Mr Yoon’s detention on insurrection charges stems from his attempt to impose martial law last month. Since that self-coup failed, Mr Yoon has barricaded himself inside the presidential residence in central Seoul. The National Assembly impeached him on December 14th, temporarily suspending him from office and triggering a trial at the constitutional court. Separately, investigators from the Corruption Investigation Office for High-Ranking Officials (CIO) opened a criminal case against him. (Insurrection is an exception to presidential immunity in South Korea.)

After Mr Yoon refused to appear for questioning, the CIO sought a warrant for his arrest. The first attempt to serve it, on January 3rd, ended in failure after an hours-long standoff between police officers and armed guards from the presidential security service, which chose to protect the president. In recent weeks the president’s residence has been reinforced with barbed wire and buses, gearing up for a second standoff. The possibility of an armed clash appeared disturbingly real.

The police came back better prepared on the morning of January 15th. Some 3,000 officers assembled, according to Yonhap, a South Korean news agency. They pushed past crowds of Mr Yoon’s supporters and breached the walls before dawn, using ladders to climb over fences. But this time the bodyguards put up little resistance, and Mr Yoon relented, saying in a video statement that while he considered the warrant “illegal”, he co-operated in order to avoid “unpleasant bloodshed”.

The arrest brings the embarrassing standoff between branches of the South Korean state to an end. But it is far from the finale in the unfolding drama. Investigators have 48 hours to question Mr Yoon; they must seek an additional warrant to hold him for another 20 days. If an indictment is upheld, it will trigger a criminal trial that could theoretically end with a sentence of life imprisonment or, though very unlikely, even the death penalty. Mr Yoon has pledged to fight the charges.

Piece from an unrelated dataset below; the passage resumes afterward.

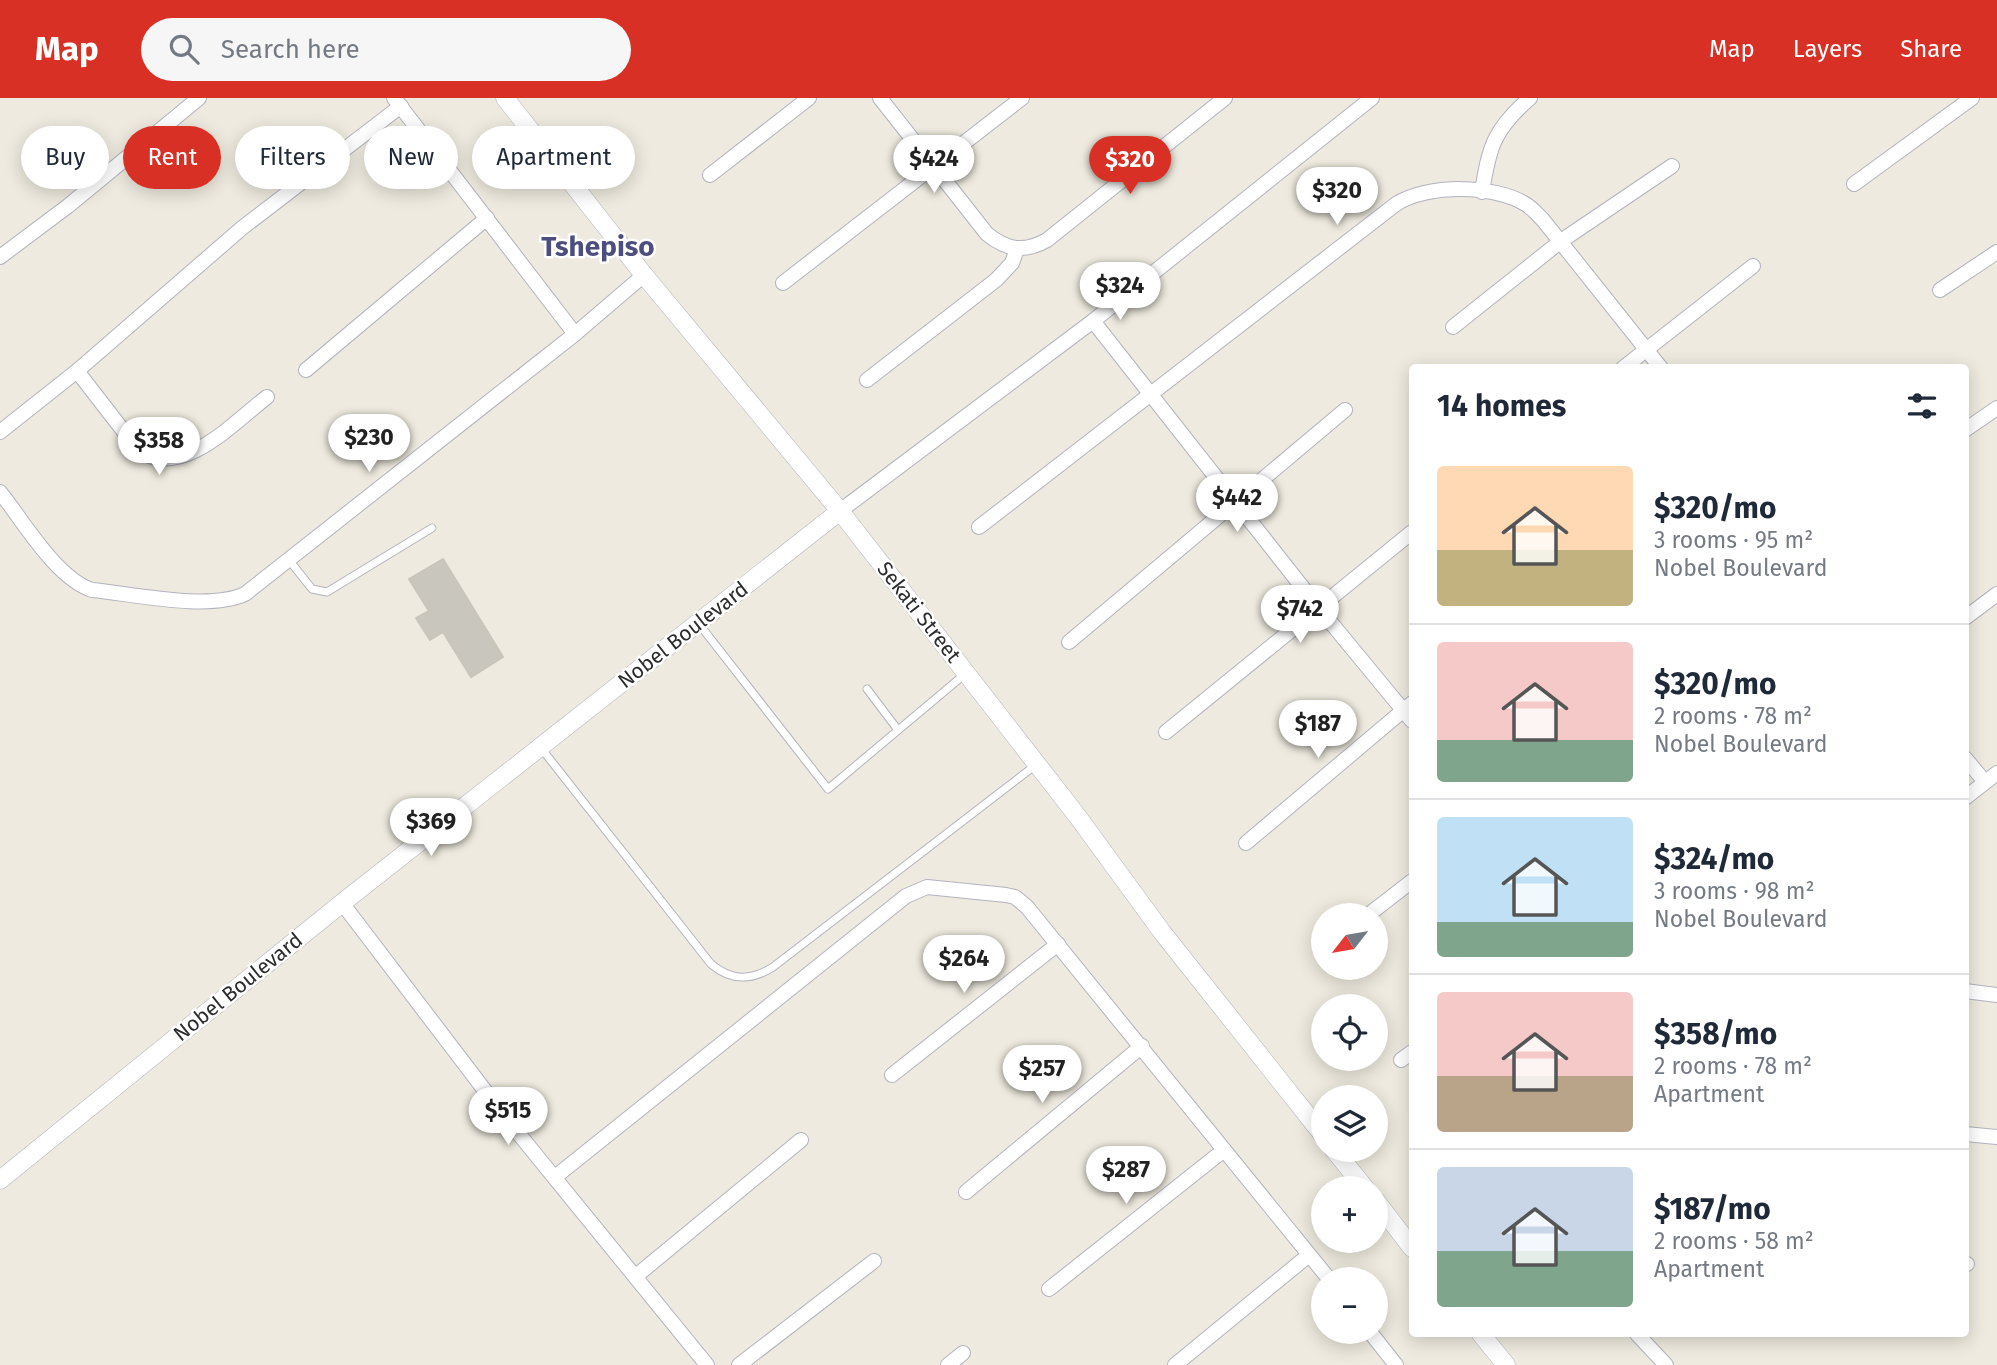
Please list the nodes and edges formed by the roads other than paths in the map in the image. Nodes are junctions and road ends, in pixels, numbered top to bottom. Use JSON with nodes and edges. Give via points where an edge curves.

In the meantime the constitutional court is pressing forward with its trial. The process must conclude within 180 days of the day he was impeached; at least six of the eight judges hearing the case must vote in favour for the impeachment to stand. If Mr Yoon is ultimately removed from office, South Korea’s constitution mandates fresh presidential elections within 60 days.

The sustained turmoil is straining the country. The consumer-sentiment index dipped to 88.4 in December, from 100.7 a month earlier, the biggest single-month drop since the start of the pandemic. The unemployment rate also rose from 2.7% in November to 3.7% in December, the highest rate since mid-2021. Following the impeachment in early 2017 of Park Geun-hye, one of Mr Yoon’s predecessors, foreign direct investment fell by nearly 40% during the subsequent quarter; the current crisis could make investors similarly skittish.

Mr Yoon’s intransigence in the face of the charges against him has helped rally his supporters and further polarised the country’s politics. Many of his core supporters have come to believe his claims of election fraud; some have protested with signs reading “Stop the Steal”.

Though a majority of South Koreans still support Mr Yoon’s impeachment, their numbers have shrunk: 64% say the president should be impeached, down from 75% a month ago, while 32% say he should be reinstated to office, according to polling by Gallup Korea. That probably will not save Mr Yoon. But it suggests that the country’s political strife will outlast him.